The fleeting but fulfilling chance encounter between the two young loners has the air of a meet-cute tale, and there’s certainly a romantic feel to how their situation develops. After first meeting at a secluded stretch of beach, they spend the rest of the day walking and talking, scheduling a second hangout at the same beach spot the following day. When a typhoon hits the town, neither is deterred from honoring their plans. Sheltered by a hut, he sits and waits for her as torrential showers surround him. When she shows up, they share dessert that he brought, both of them wearing what they would have anyway if the sun had kept shining, to the extent that Nagisa has a bikini ready underneath her dress to swim with Natsuo in the rain-drenched ocean.
Despite the seemingly sweet resolution to their storyline (and an ostensibly upbeat last line of dialogue), there’s a strange undercurrent to the Nagisa and Natsuo segment that suggests foreboding as much as potential happiness — a mysterious tension befitting the creator that Miyake is adapting. For one thing, their theoretically sensual swim occurs in stormy weather, the camera operator in the water with the actors clearly getting battered by the waves and heavy downpour. Elsewhere, part of their bonding is based around Natsuo sharing a grim childhood anecdote about seeing the bodies of drowning victims.
Within the universe of “Two Seasons, Two Strangers,” the dark layer to the movie-within-a-movie can be read as a reflection of Li’s despaired mind. The rest of Miyake’s film finds Li years after her Tsuge adaptation was written, still stuck on the idea of traveling from the tale of Nagisa and Natsuo as she struggles to write another project — apparently about ninjas.
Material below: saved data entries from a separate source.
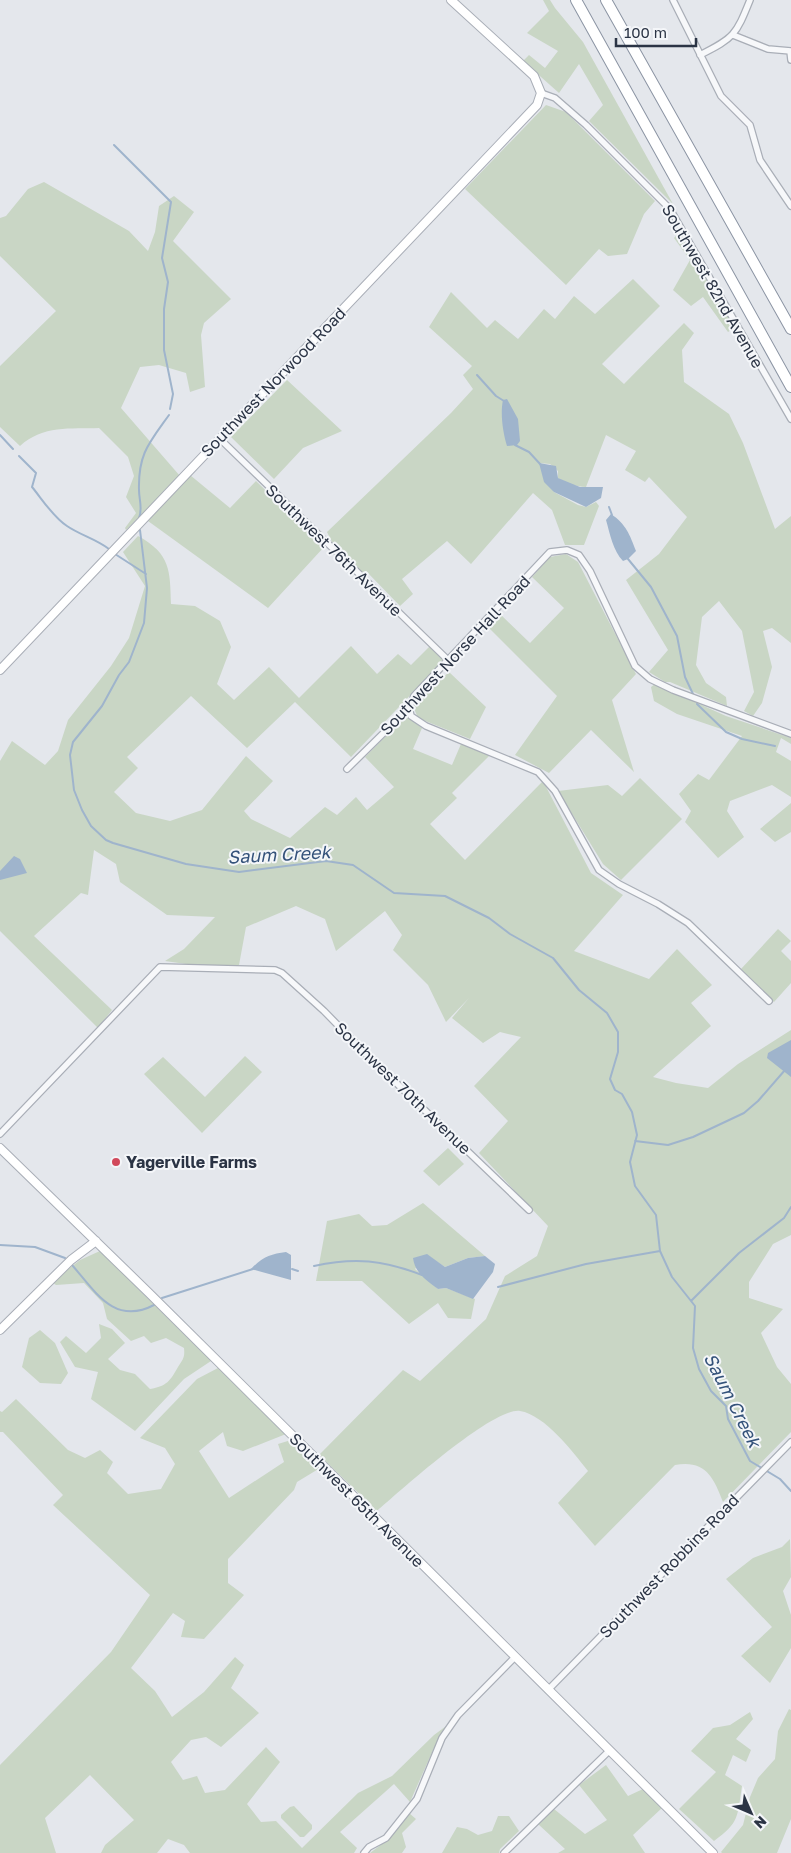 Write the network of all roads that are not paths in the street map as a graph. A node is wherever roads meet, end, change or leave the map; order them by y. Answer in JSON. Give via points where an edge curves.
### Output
{"nodes":[{"id":1,"x":451,"y":0,"type":"edge"},
{"id":2,"x":576,"y":0,"type":"edge"},
{"id":3,"x":606,"y":0,"type":"edge"},
{"id":4,"x":673,"y":0,"type":"edge"},
{"id":5,"x":750,"y":0,"type":"edge"},
{"id":6,"x":733,"y":35,"type":"junction"},
{"id":7,"x":791,"y":51,"type":"edge"},
{"id":8,"x":700,"y":55,"type":"junction"},
{"id":9,"x":791,"y":60,"type":"edge"},
{"id":10,"x":541,"y":93,"type":"junction"},
{"id":11,"x":791,"y":206,"type":"edge"},
{"id":12,"x":791,"y":329,"type":"edge"},
{"id":13,"x":791,"y":387,"type":"edge"},
{"id":14,"x":791,"y":419,"type":"edge"},
{"id":15,"x":219,"y":438,"type":"junction"},
{"id":16,"x":449,"y":660,"type":"junction"},
{"id":17,"x":0,"y":670,"type":"edge"},
{"id":18,"x":409,"y":708,"type":"junction"},
{"id":19,"x":791,"y":734,"type":"edge"},
{"id":20,"x":347,"y":769,"type":"dead end"},
{"id":21,"x":769,"y":1001,"type":"dead end"},
{"id":22,"x":0,"y":1134,"type":"edge"},
{"id":23,"x":0,"y":1148,"type":"edge"},
{"id":24,"x":528,"y":1210,"type":"dead end"},
{"id":25,"x":96,"y":1241,"type":"junction"},
{"id":26,"x":0,"y":1330,"type":"edge"},
{"id":27,"x":791,"y":1442,"type":"edge"},
{"id":28,"x":515,"y":1657,"type":"junction"},
{"id":29,"x":548,"y":1690,"type":"junction"},
{"id":30,"x":609,"y":1750,"type":"junction"},
{"id":31,"x":364,"y":1853,"type":"edge"},
{"id":32,"x":504,"y":1853,"type":"edge"},
{"id":33,"x":713,"y":1853,"type":"edge"}],
"edges":[{"from":1,"to":10,"type":"street","via":[[528,71],[538,82]]},
{"from":2,"to":13,"type":"highway"},
{"from":3,"to":12,"type":"highway"},
{"from":4,"to":8,"type":"street"},
{"from":5,"to":6,"type":"street"},
{"from":6,"to":7,"type":"street","via":[[768,50]]},
{"from":6,"to":8,"type":"street"},
{"from":7,"to":9,"type":"street"},
{"from":8,"to":11,"type":"street","via":[[722,96],[750,126],[760,160]]},
{"from":10,"to":14,"type":"street","name":"Southwest 82nd Avenue","via":[[555,98],[586,125],[670,209]]},
{"from":10,"to":15,"type":"street","name":"Southwest Norwood Road","via":[[537,105]]},
{"from":15,"to":16,"type":"street","name":"Southwest 76th Avenue"},
{"from":15,"to":17,"type":"street","name":"Southwest Norwood Road"},
{"from":16,"to":18,"type":"street","name":"Southwest Norse Hall Road","via":[[414,696]]},
{"from":16,"to":19,"type":"street","name":"Southwest Norse Hall Road","via":[[550,552],[567,550],[579,555],[590,571],[635,666],[650,679]]},
{"from":18,"to":20,"type":"street","name":"Southwest Norse Hall Road"},
{"from":18,"to":21,"type":"street","via":[[411,716],[426,726],[538,772],[555,791],[600,870],[688,923]]},
{"from":22,"to":24,"type":"street","name":"Southwest 70th Avenue","via":[[160,967],[275,970],[324,1011]]},
{"from":23,"to":25,"type":"street","name":"Southwest 65th Avenue"},
{"from":25,"to":26,"type":"street","via":[[71,1260]]},
{"from":25,"to":28,"type":"street","name":"Southwest 65th Avenue"},
{"from":27,"to":29,"type":"street","name":"Southwest Robbins Road"},
{"from":28,"to":29,"type":"street","name":"Southwest 65th Avenue"},
{"from":28,"to":31,"type":"street","via":[[458,1715],[442,1738],[417,1799],[386,1838]]},
{"from":29,"to":30,"type":"street","name":"Southwest 65th Avenue"},
{"from":30,"to":32,"type":"street"},
{"from":30,"to":33,"type":"street","name":"Southwest 65th Avenue"}]}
The magic structural trick that Miyake pulls with Li is that she herself is the protagonist of another Tsuge story: an adaptation of “Mr. Ben and His Igloo.”
On Tsuge’s page, that story concerns a male manga artist in search of inspiration, traveling to a remote village and staying with an eccentric innkeeper (barely) operating a business on its outskirts. In Miyake’s film, Li finally travels away from the city to deal with both burnout and the aftermath of a sudden tragedy, trying out a deserted mountain inn run by the cynical Benzo (Shinichi Tsutsumi), after every other option in the snow-draped town lacks vacancies. The pair’s initially stiff but gradually warm chats echo and augment those from Li’s previous screenplay, including bonding over an understanding of deep loneliness.
The build-up to the film’s low-key, poetic resolution is made all the more moving by Shim’s intelligent performance, which is effectively informed by the actor’s positioning between two languages throughout, giving her a platform and reason to convey additional emotional nuances without dialogue — the performer, in a sense, also breaking free from “a cage of words” like her character.
When working things out for the next chapter of our lives, we could all stand to get out of our own heads more to properly appreciate and take inspiration from the possibilities before us, instead of overthinking and then over-vocalizing our worries and doubts to the point of blocking our progress. To nod to a famous song that, like Miyake’s filmmaking, suggests enjoying the silence where possible, sometimes words are very unnecessary.
Grade: B+
“Two Seasons, Two Strangers” premiered at the 2025 Locarno International Film Festival. It is currently seeking U.S. distribution.